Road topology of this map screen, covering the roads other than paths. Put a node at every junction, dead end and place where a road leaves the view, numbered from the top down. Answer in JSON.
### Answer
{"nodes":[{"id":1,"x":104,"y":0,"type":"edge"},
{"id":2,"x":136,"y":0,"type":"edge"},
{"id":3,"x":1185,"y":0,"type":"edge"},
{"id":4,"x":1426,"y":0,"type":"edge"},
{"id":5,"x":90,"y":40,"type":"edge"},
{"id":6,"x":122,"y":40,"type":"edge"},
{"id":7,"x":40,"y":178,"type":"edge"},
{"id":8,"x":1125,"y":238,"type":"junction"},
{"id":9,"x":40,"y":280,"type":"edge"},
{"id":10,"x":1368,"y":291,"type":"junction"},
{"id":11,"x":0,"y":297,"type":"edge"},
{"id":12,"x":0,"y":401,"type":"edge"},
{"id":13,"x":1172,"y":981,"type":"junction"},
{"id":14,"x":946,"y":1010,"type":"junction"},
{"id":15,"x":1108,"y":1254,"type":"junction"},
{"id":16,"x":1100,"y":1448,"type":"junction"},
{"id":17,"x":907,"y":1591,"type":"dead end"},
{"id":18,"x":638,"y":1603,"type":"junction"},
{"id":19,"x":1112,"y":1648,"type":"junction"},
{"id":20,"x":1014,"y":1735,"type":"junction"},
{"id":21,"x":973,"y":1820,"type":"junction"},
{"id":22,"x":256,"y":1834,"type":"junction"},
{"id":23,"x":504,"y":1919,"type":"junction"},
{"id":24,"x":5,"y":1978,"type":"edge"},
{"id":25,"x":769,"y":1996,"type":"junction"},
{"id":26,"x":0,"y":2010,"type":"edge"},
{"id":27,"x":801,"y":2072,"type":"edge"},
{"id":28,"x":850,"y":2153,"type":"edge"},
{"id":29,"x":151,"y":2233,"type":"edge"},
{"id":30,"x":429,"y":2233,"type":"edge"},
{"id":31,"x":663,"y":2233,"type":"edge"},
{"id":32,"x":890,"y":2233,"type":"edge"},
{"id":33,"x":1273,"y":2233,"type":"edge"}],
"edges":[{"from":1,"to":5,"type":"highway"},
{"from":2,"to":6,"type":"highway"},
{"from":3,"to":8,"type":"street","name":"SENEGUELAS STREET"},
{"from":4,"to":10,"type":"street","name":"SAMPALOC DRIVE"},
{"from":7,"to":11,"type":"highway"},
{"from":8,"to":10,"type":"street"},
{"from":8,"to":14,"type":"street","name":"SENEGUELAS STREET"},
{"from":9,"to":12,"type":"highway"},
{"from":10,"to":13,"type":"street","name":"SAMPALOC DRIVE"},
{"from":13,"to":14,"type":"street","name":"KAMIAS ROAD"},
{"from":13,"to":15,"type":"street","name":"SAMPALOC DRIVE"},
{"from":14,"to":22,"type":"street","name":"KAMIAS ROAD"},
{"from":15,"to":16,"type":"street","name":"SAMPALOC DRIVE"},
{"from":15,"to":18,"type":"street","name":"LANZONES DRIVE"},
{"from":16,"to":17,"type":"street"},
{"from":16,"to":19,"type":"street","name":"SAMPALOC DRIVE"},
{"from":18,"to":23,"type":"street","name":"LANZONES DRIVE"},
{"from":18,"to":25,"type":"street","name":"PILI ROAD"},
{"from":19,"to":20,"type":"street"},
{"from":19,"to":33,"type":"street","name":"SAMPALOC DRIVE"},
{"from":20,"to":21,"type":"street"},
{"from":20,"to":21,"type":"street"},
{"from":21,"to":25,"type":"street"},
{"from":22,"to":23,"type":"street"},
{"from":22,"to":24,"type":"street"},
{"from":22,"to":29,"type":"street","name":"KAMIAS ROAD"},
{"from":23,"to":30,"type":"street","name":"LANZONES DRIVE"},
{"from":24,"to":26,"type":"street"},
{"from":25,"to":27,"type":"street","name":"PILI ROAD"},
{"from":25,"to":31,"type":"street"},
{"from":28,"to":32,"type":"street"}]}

* [Required action] Report, from the entries above, each line where "SENEGUELAS" is found.

* [Task response]
{"from":3,"to":8,"type":"street","name":"SENEGUELAS STREET"},
{"from":8,"to":14,"type":"street","name":"SENEGUELAS STREET"},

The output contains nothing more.